Grin heroes discover painfully that, to use Graham’s words, ‘there is no explanation for our life – the world; it is a pure fact and what follows is our choice – free and crucial’ (Graham 1990:76). We find such a deeply disturbing conclusion about life in numerous Grin stories, generating a feeling of the absurdity of human existence which brings our discussion to the main theme of existential philosophy.
The notion of absurdity, as described by Camus (1995), constitutes the dramatic opposition and conflict between two ideals – man naturally seeks for harmony, order and logical answers while the world he is thrown into displays striking chaos and apparent injustice and forces him to accept illogical and unjust conditions: ‘the divorce between man and his life, the actor and his setting, is properly the feeling of absurdity’ (Camus 1955:5).18
Furthermore, many other feelings – the futility of life, the senselessness of our aspirations and daily routine – add to the prevailing sense of lack of logical continuity and harmony. The absurd lies, therefore, not within the world itself, nor in man, but only in their coexistence.19 As a natural consequence (or in the natural process of intellectual development) man’s individual experiences are transferred to an abstract level of generalisation: human life is perceived clearly as beyond man’s control and all attempts to make life organised and well thought-out turn out to be doomed to failure.
It is exactly this understanding of the human condition and the world where ‘we are confronted with the irrevocable and tragic contradiction between intent and effect’ (Van Stralen 2005:8) that we find in Grin’s oeuvre. In some of the author’s gloomy stories (such as ‘Vor v lesu’, ‘Malinnik Iakobsona’ and ‘Kirpich i muzyka’) we may even say it is the key element of the plots. What we find in Grin’s oeuvre and what allows us to draw certain
17 The term introduced by Schopenhauer and later discussed by Nietzsche, in English philosophical tradition
translated as ‘the principle of individuation’.

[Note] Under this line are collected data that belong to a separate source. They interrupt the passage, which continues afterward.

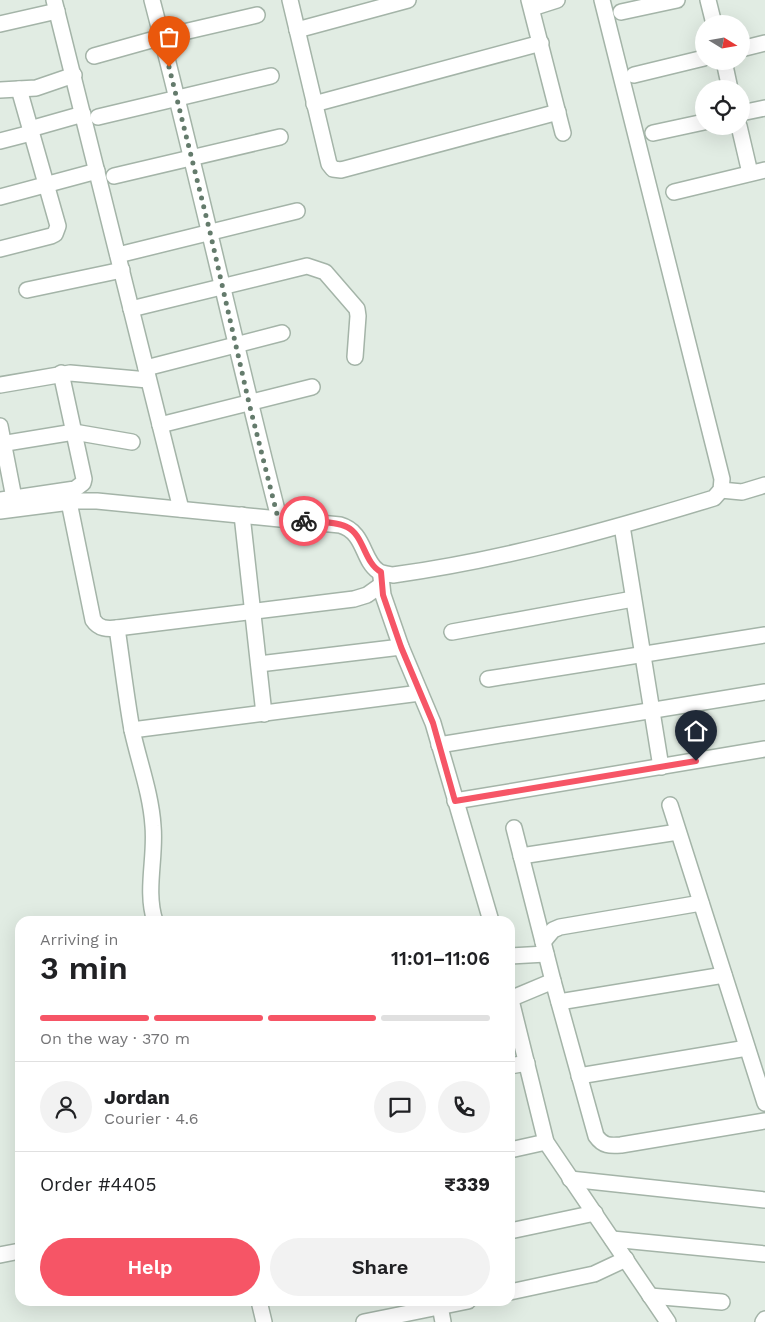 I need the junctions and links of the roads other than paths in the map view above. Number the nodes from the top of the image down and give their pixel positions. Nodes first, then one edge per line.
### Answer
1 (152, 0) edge
2 (290, 0) edge
3 (408, 0) edge
4 (557, 0) edge
5 (602, 0) edge
6 (677, 0) edge
7 (708, 0) edge
8 (530, 4) edge
9 (56, 6) edge
10 (621, 12) dead end
11 (257, 15) dead end
12 (712, 15) edge
13 (0, 24) edge
14 (297, 30) junction
15 (162, 37) junction
16 (540, 43) junction
17 (765, 44) edge
18 (750, 47) edge
19 (94, 56) dead end
20 (695, 60) edge
21 (74, 75) junction
22 (634, 75) dead end
23 (271, 76) dead end
24 (19, 89) junction
25 (0, 90) edge
26 (176, 97) junction
27 (314, 104) junction
28 (765, 108) edge
29 (750, 111) edge
30 (558, 112) junction
31 (90, 115) junction
32 (695, 124) edge
33 (31, 131) junction
34 (564, 133) dead end
35 (653, 133) dead end
36 (743, 135) edge
37 (280, 137) dead end
38 (0, 141) edge
39 (192, 158) junction
40 (97, 171) junction
41 (758, 172) edge
42 (114, 176) dead end
43 (47, 186) junction
44 (674, 192) dead end
45 (0, 197) edge
46 (297, 211) dead end
47 (210, 232) junction
48 (0, 249) edge
49 (118, 255) junction
50 (122, 270) junction
51 (223, 287) junction
52 (27, 290) dead end
53 (131, 310) junction
54 (282, 333) dead end
55 (236, 345) junction
56 (355, 356) dead end
57 (61, 373) junction
58 (147, 374) junction
59 (0, 385) edge
60 (312, 387) dead end
61 (249, 403) junction
62 (160, 425) junction
63 (0, 426) edge
64 (74, 432) junction
65 (132, 442) dead end
66 (2, 443) edge
67 (765, 485) edge
68 (721, 490) junction
69 (7, 499) edge
70 (69, 502) junction
71 (181, 509) junction
72 (0, 511) edge
73 (242, 515) junction
74 (278, 518) junction
75 (622, 526) junction
76 (381, 579) junction
77 (633, 599) junction
78 (253, 612) junction
79 (116, 628) junction
80 (452, 632) dead end
81 (765, 635) edge
82 (401, 647) junction
83 (642, 654) junction
84 (259, 664) junction
85 (488, 679) dead end
86 (765, 692) edge
87 (420, 693) junction
88 (652, 711) junction
89 (264, 714) junction
90 (132, 730) junction
91 (439, 745) junction
92 (765, 749) edge
93 (661, 767) junction
94 (455, 801) junction
95 (670, 805) dead end
96 (514, 828) dead end
97 (678, 832) junction
98 (521, 856) junction
99 (701, 903) junction
100 (154, 916) edge
101 (490, 916) edge
102 (544, 948) junction
103 (515, 955) edge
104 (724, 975) junction
105 (553, 981) junction
106 (515, 996) edge
107 (559, 1002) junction
108 (515, 1017) edge
109 (747, 1048) junction
110 (527, 1063) junction
111 (515, 1065) edge
112 (579, 1076) junction
113 (765, 1103) edge
114 (765, 1120) edge
115 (546, 1142) junction
116 (515, 1149) edge
117 (570, 1179) junction
118 (765, 1200) edge
119 (595, 1213) junction
120 (515, 1230) edge
121 (612, 1239) junction
122 (15, 1252) edge
123 (765, 1254) edge
124 (0, 1255) edge
125 (626, 1260) junction
126 (515, 1291) edge
127 (650, 1296) junction
128 (722, 1302) dead end
129 (260, 1306) edge
130 (453, 1306) edge
131 (441, 1310) edge
132 (664, 1321) edge
133 (264, 1322) edge
134 (364, 1322) edge

1 - 15 street
2 - 14 street
3 - 14 street
4 - 8 street
5 - 68 street
6 - 10 street
7 - 12 street
8 - 16 street
9 - 13 street
9 - 21 street
11 - 15 street
14 - 27 street
15 - 19 street
15 - 26 street
16 - 27 street
16 - 30 street
17 - 18 street
20 - 22 street
21 - 24 street
21 - 31 street
23 - 26 street
24 - 25 street
24 - 33 street
26 - 31 street
26 - 39 street
27 - 30 street
28 - 29 street
30 - 34 street
31 - 33 street
31 - 40 street
32 - 35 street
33 - 38 street
33 - 43 street
36 - 41 street
37 - 39 street
39 - 42 street
39 - 47 street
40 - 43 street
40 - 49 street
41 - 44 street
43 - 45 street
43 - 48 street
46 - 47 street
47 - 49 street
47 - 51 street
49 - 50 street
50 - 52 street
50 - 53 street
51 - 53 street
51 - 55 street
51 - 56 street
53 - 58 street
54 - 55 street
55 - 58 street
55 - 61 street
57 - 58 street
57 - 59 street
57 - 64 street
58 - 62 street
60 - 61 street
61 - 62 street
61 - 74 street
62 - 71 street
63 - 66 street
64 - 65 street
64 - 66 street
64 - 69 street
66 - 69 street
67 - 68 street
68 - 75 street
70 - 71 street
70 - 72 street
70 - 79 street
71 - 73 street
73 - 74 street
73 - 78 street
74 - 76 street
75 - 76 street
75 - 77 street
76 - 78 street
76 - 82 street
77 - 80 street
77 - 83 street
78 - 79 street
78 - 84 street
79 - 90 street
81 - 83 street
82 - 84 street
82 - 87 street
83 - 85 street
83 - 88 street
84 - 89 street
86 - 88 street
87 - 89 street
87 - 91 street
88 - 91 street
88 - 93 street
89 - 90 street
90 - 100 street
91 - 94 street
92 - 93 street
93 - 94 street
94 - 101 street
95 - 97 street
96 - 98 street
97 - 98 street
97 - 99 street
98 - 102 street
99 - 102 street
99 - 104 street
102 - 103 street
102 - 105 street
104 - 107 street
104 - 109 street
105 - 106 street
105 - 107 street
107 - 112 street
108 - 110 street
109 - 112 street
109 - 113 street
110 - 111 street
110 - 115 street
112 - 114 street
115 - 116 street
115 - 117 street
117 - 118 street
117 - 119 street
119 - 120 street
119 - 121 street
121 - 123 street
121 - 125 street
122 - 124 street
125 - 126 street
125 - 127 street
127 - 128 street
127 - 132 street
129 - 133 street
130 - 131 street
131 - 134 street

18 It should be noted that, although it is Camus who is seen by many philosophers as the father of the
European existential concept of absurdity, the concept itself was invented and discussed in the first half of the nineteenth century by another philosopher, the proto-existentialist Kierkegaard. Critical of Hegel's philosophical objectivism, the Danish thinker tried to analyse man’s existence in an abstract and impersonal way. One of his main aims was to reveal the very essence of ‘existing as a human being’ – the absurd. For Kierkegaard, who was a devout Christian, in the cruel and obscure world the absurd is so deeply-rooted in human existence that it penetrates even religious faith. The famous leap of faith accredited to Kierkegaard advances the view that a man is utterly devoid of any visible signs that might lead him to be sure about any values in the world. For detailed accounts of the problem of absurdity in existential philosophy, see, for instance, Mordarski (2009), Hughes (2007), Raymond (1991) and Hochberg (1965).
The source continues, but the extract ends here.